About this exercise. Please, without the pictures, restate every entry exactly.

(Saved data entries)
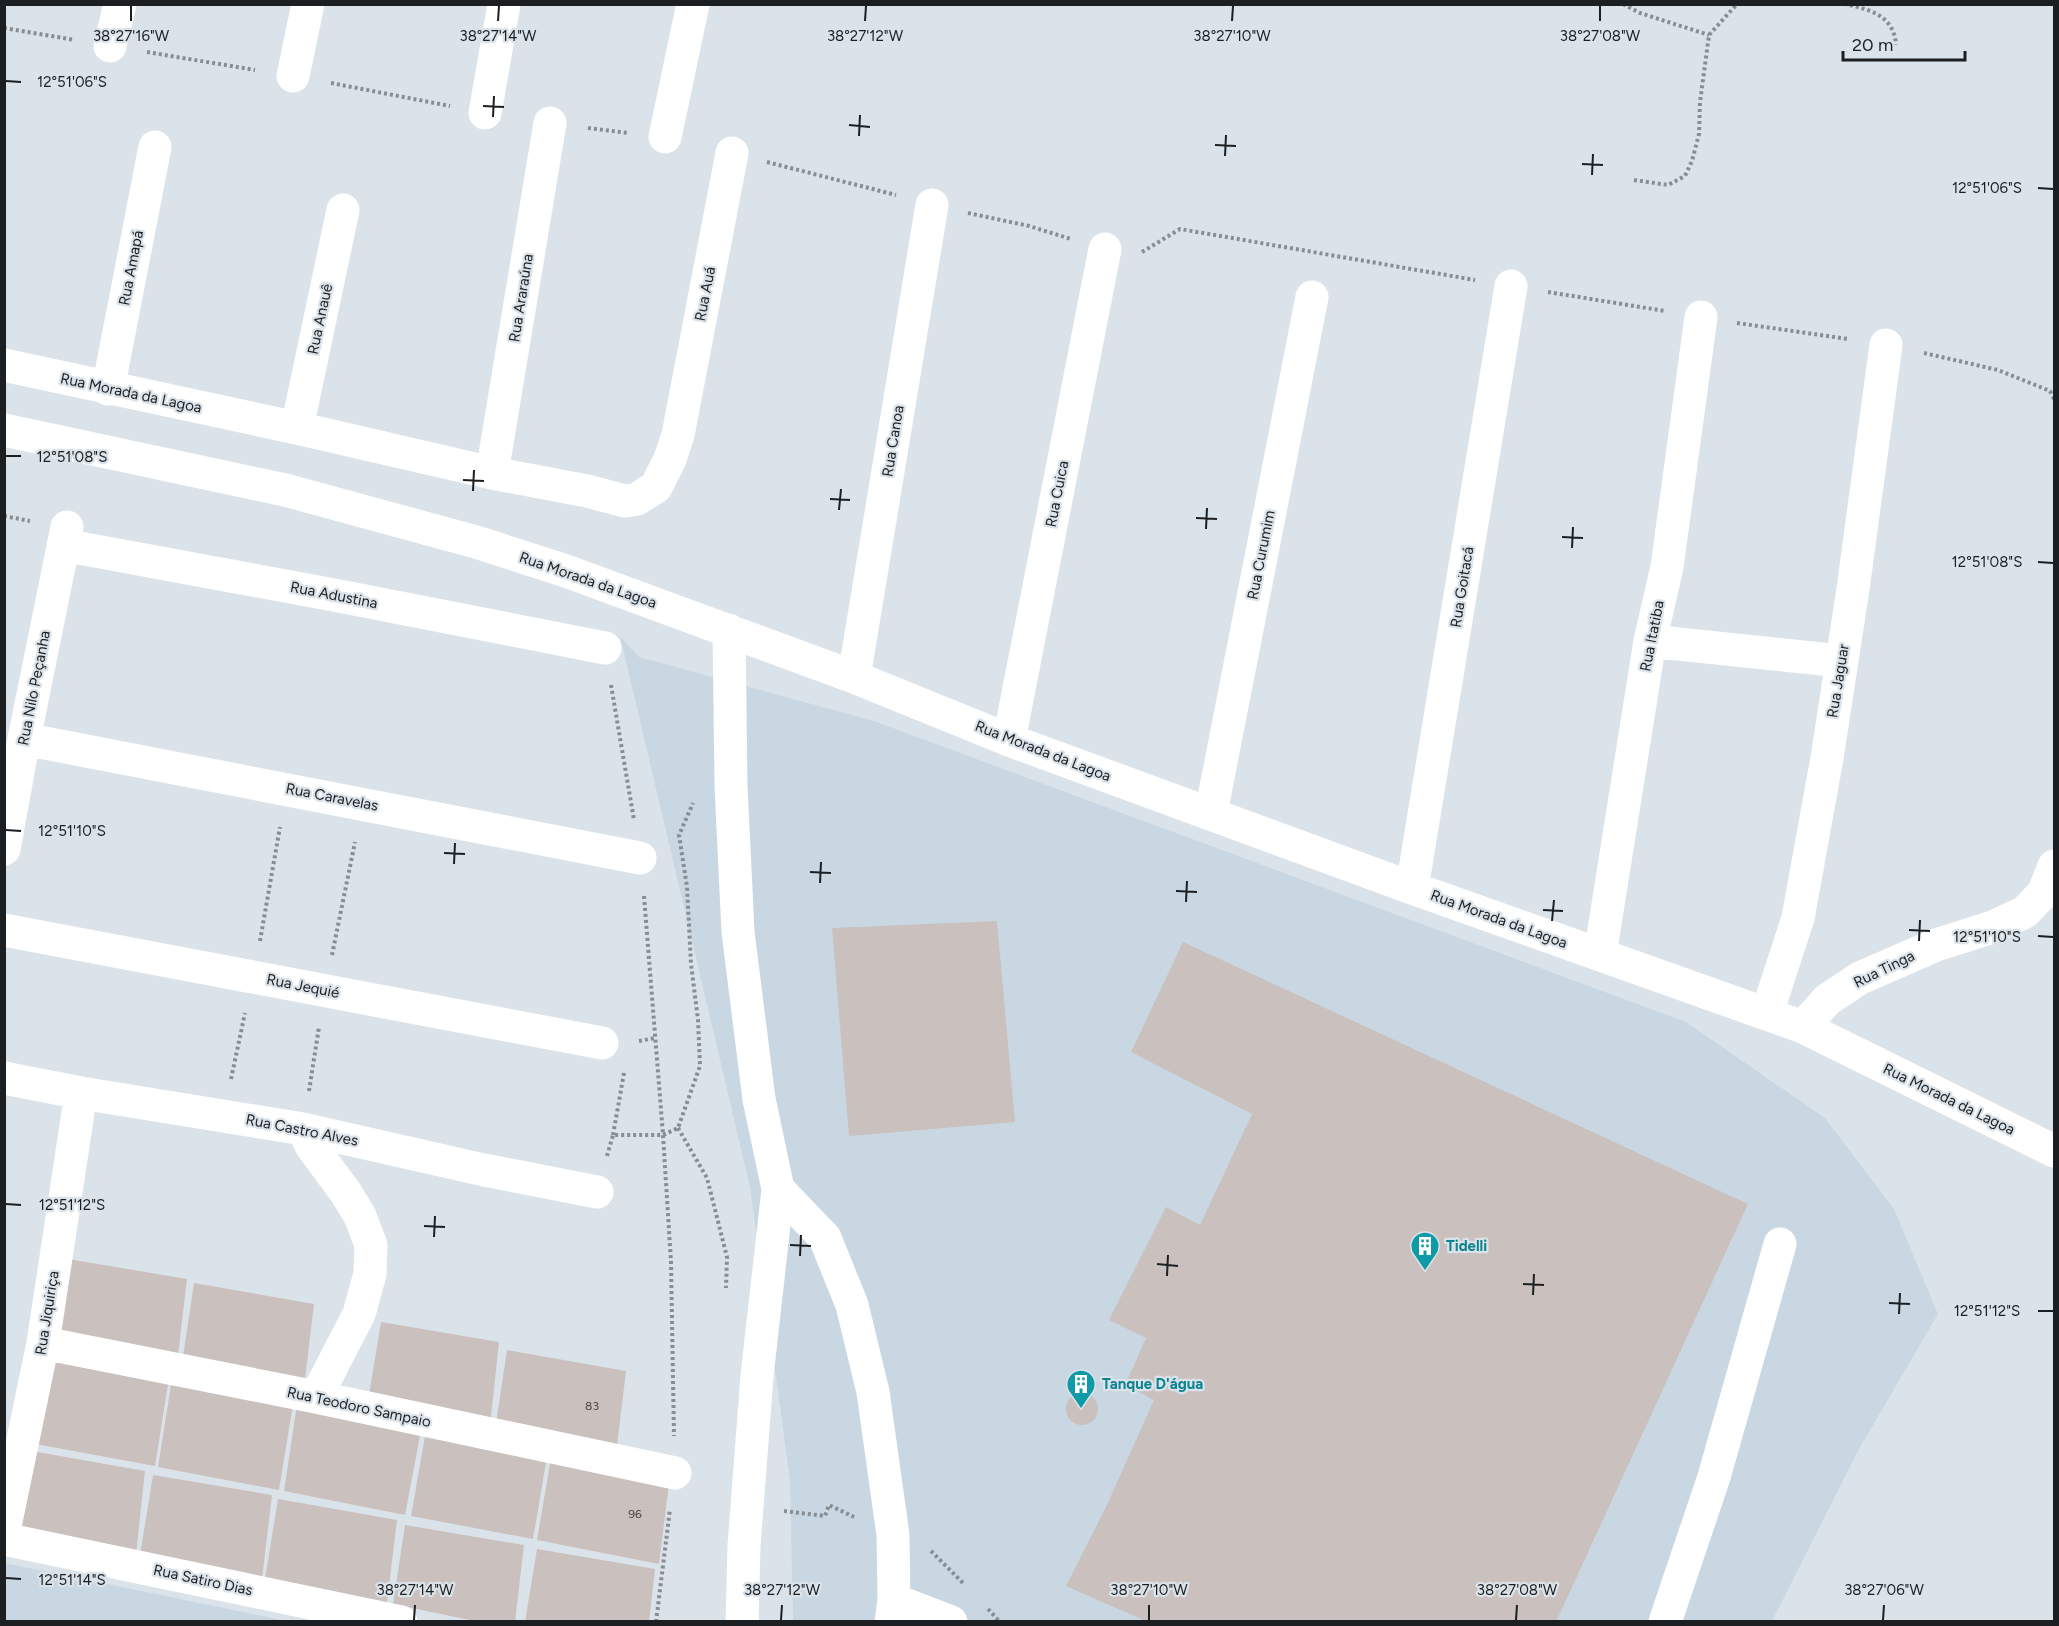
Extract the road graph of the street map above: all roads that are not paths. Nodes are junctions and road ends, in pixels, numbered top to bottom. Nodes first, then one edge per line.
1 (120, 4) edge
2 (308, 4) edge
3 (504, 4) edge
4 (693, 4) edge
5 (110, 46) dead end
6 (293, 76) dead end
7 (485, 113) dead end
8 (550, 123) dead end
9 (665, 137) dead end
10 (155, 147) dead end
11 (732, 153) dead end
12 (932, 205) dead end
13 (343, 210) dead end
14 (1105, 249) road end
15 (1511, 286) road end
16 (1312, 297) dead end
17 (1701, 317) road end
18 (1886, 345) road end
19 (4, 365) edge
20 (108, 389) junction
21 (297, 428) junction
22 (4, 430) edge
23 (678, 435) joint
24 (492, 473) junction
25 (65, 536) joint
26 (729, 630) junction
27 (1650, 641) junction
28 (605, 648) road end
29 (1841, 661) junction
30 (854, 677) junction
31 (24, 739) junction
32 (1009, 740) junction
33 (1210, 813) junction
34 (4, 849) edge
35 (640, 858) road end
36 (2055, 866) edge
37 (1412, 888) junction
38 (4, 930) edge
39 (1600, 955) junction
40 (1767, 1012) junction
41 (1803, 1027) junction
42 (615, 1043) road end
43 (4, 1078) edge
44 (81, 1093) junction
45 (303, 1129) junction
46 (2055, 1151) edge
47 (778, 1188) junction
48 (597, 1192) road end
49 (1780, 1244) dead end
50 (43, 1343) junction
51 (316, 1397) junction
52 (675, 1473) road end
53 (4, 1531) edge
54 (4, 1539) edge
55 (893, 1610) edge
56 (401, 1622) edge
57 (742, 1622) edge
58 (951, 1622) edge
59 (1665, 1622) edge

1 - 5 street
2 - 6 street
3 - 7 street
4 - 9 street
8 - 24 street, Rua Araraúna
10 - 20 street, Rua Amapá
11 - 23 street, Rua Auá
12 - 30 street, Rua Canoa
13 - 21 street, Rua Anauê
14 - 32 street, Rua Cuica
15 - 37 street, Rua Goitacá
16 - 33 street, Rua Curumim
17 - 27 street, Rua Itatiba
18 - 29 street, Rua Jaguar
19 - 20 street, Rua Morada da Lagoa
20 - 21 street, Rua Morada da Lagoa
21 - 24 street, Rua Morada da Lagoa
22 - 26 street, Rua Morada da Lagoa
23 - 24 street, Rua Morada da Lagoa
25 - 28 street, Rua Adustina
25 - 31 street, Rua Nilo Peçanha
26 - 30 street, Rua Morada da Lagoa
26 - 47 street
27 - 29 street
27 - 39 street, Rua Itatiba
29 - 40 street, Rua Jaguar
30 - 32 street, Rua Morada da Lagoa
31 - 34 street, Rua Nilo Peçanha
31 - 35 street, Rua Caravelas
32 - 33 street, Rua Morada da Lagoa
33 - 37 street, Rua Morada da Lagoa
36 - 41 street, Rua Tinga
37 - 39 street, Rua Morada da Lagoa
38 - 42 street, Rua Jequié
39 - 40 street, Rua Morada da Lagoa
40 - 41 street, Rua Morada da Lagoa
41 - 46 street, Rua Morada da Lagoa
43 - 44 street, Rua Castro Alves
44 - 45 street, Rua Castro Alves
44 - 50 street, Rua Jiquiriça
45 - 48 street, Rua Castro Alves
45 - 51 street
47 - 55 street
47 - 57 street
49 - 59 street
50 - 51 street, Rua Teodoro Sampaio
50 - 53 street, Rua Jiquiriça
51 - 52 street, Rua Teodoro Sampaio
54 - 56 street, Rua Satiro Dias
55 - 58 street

Completed task.
Extract the road graph of the street map above: all roads that are not paths. Nodes are junctions and road ends, in pixels, numbered top to bottom. Nodes first, then one edge per line.
1 (120, 4) edge
2 (308, 4) edge
3 (504, 4) edge
4 (693, 4) edge
5 (110, 46) dead end
6 (293, 76) dead end
7 (485, 113) dead end
8 (550, 123) dead end
9 (665, 137) dead end
10 (155, 147) dead end
11 (732, 153) dead end
12 (932, 205) dead end
13 (343, 210) dead end
14 (1105, 249) road end
15 (1511, 286) road end
16 (1312, 297) dead end
17 (1701, 317) road end
18 (1886, 345) road end
19 (4, 365) edge
20 (108, 389) junction
21 (297, 428) junction
22 (4, 430) edge
23 (678, 435) joint
24 (492, 473) junction
25 (65, 536) joint
26 (729, 630) junction
27 (1650, 641) junction
28 (605, 648) road end
29 (1841, 661) junction
30 (854, 677) junction
31 (24, 739) junction
32 (1009, 740) junction
33 (1210, 813) junction
34 (4, 849) edge
35 (640, 858) road end
36 (2055, 866) edge
37 (1412, 888) junction
38 (4, 930) edge
39 (1600, 955) junction
40 (1767, 1012) junction
41 (1803, 1027) junction
42 (615, 1043) road end
43 (4, 1078) edge
44 (81, 1093) junction
45 (303, 1129) junction
46 (2055, 1151) edge
47 (778, 1188) junction
48 (597, 1192) road end
49 (1780, 1244) dead end
50 (43, 1343) junction
51 (316, 1397) junction
52 (675, 1473) road end
53 (4, 1531) edge
54 (4, 1539) edge
55 (893, 1610) edge
56 (401, 1622) edge
57 (742, 1622) edge
58 (951, 1622) edge
59 (1665, 1622) edge

1 - 5 street
2 - 6 street
3 - 7 street
4 - 9 street
8 - 24 street, Rua Araraúna
10 - 20 street, Rua Amapá
11 - 23 street, Rua Auá
12 - 30 street, Rua Canoa
13 - 21 street, Rua Anauê
14 - 32 street, Rua Cuica
15 - 37 street, Rua Goitacá
16 - 33 street, Rua Curumim
17 - 27 street, Rua Itatiba
18 - 29 street, Rua Jaguar
19 - 20 street, Rua Morada da Lagoa
20 - 21 street, Rua Morada da Lagoa
21 - 24 street, Rua Morada da Lagoa
22 - 26 street, Rua Morada da Lagoa
23 - 24 street, Rua Morada da Lagoa
25 - 28 street, Rua Adustina
25 - 31 street, Rua Nilo Peçanha
26 - 30 street, Rua Morada da Lagoa
26 - 47 street
27 - 29 street
27 - 39 street, Rua Itatiba
29 - 40 street, Rua Jaguar
30 - 32 street, Rua Morada da Lagoa
31 - 34 street, Rua Nilo Peçanha
31 - 35 street, Rua Caravelas
32 - 33 street, Rua Morada da Lagoa
33 - 37 street, Rua Morada da Lagoa
36 - 41 street, Rua Tinga
37 - 39 street, Rua Morada da Lagoa
38 - 42 street, Rua Jequié
39 - 40 street, Rua Morada da Lagoa
40 - 41 street, Rua Morada da Lagoa
41 - 46 street, Rua Morada da Lagoa
43 - 44 street, Rua Castro Alves
44 - 45 street, Rua Castro Alves
44 - 50 street, Rua Jiquiriça
45 - 48 street, Rua Castro Alves
45 - 51 street
47 - 55 street
47 - 57 street
49 - 59 street
50 - 51 street, Rua Teodoro Sampaio
50 - 53 street, Rua Jiquiriça
51 - 52 street, Rua Teodoro Sampaio
54 - 56 street, Rua Satiro Dias
55 - 58 street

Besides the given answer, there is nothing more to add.